≪寺報【最乗寺だより】 2010年夏号 表紙記事より≫
スペインの優勝で幕を閉じたサッカーワールドカップ。
日本代表の善戦に列島が熱狂したことは記憶に新しいことと思います。
今大会で印象に残る場面はいくつかありますが、中でもイングランド対ドイツの試合中に起こった「疑惑のゴール」については考えさせられるものがありました。
イングランドの選手が放ったシュートが、ゴールポストに当たり、ゴールライン内にバウンドしたことで得点が入り、同点となるはずでした。

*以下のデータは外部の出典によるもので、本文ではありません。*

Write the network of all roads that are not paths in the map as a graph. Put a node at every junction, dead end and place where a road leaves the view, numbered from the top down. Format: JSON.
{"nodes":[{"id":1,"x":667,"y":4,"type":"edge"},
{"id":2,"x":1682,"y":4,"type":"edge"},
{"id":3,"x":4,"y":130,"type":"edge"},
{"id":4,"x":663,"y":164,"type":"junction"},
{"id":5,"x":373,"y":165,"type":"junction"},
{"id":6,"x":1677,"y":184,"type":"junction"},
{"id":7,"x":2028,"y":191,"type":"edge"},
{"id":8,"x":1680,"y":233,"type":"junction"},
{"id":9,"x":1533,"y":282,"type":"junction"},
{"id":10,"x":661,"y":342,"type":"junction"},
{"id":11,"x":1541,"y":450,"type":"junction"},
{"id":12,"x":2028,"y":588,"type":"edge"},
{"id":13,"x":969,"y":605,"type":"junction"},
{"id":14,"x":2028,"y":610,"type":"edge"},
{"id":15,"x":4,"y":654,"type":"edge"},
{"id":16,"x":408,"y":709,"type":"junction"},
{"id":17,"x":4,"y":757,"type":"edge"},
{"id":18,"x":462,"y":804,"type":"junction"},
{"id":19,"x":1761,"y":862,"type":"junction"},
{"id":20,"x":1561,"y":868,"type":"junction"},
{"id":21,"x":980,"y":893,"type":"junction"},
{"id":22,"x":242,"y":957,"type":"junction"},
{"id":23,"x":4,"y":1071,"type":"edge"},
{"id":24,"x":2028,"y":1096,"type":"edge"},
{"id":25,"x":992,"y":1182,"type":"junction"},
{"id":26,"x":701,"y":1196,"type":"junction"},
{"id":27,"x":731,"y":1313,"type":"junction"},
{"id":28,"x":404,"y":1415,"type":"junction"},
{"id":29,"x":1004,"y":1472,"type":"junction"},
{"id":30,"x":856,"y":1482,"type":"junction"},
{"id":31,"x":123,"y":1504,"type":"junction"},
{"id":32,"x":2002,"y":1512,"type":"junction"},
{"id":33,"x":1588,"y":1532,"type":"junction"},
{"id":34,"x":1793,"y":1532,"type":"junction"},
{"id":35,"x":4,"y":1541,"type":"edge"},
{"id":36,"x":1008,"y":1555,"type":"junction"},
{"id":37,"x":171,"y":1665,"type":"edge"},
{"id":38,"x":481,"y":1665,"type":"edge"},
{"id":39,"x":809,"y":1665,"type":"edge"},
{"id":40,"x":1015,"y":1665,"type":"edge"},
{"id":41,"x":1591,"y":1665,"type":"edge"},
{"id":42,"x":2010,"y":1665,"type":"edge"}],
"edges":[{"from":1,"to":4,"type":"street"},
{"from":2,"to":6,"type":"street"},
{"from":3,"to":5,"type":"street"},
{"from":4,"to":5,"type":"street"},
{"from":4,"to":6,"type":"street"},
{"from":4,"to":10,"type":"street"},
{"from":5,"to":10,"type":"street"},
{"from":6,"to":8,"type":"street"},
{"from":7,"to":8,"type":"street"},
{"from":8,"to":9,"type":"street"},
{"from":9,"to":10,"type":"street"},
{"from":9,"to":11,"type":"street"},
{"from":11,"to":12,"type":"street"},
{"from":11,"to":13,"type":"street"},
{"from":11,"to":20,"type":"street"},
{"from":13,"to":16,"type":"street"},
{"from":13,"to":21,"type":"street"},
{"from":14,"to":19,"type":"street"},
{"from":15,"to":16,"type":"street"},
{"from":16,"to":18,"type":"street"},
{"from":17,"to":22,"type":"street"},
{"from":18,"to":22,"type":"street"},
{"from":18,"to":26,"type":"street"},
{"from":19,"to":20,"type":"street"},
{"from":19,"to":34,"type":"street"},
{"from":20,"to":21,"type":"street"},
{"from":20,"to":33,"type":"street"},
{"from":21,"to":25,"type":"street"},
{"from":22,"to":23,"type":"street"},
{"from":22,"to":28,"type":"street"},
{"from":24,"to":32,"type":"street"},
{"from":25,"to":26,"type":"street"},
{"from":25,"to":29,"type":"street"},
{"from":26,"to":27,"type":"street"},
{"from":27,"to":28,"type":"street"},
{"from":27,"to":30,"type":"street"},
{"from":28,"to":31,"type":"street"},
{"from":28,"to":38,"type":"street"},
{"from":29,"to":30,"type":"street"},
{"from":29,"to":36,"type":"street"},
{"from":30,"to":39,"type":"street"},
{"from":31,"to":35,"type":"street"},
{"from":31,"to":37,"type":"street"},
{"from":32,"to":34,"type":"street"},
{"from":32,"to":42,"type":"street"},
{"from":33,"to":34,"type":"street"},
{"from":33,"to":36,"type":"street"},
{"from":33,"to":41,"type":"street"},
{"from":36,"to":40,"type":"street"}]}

しかし、それを見ていたはずの副審がノーゴールと判断したため加点がされず、結局イングランドはその後も点を取ることができず4対1で敗退。
この判定について、すでにFIFAの会長が誤審だったことを認め謝罪していますが、このような誤審は今回が初めてだったわけではありません。
なのに、映像による確認がなされない要因の一つに、サッカーはその長い歴史の中で「誤審はある」という前提で行われてきたスポーツだったからだという解説がありました。
人間が下す審判が、完璧ではないということを踏まえた上で成立したスポーツ。
間違ってはいけない。
けれど間違うこともある。
それでもその間違いに立ち止まらず、振り切るようにゴールへと踏み出す選手達の姿に、自身の間違いは棚に上げ、相手の間違いばかりを責めている、都合の良い自分の姿が見えてきました。
「誤審はある」という前提は寛大なようでもありますが、自分が常に正しいわけではないということの前提でもあるということです。
肝に銘じておかなくてはなりませんね。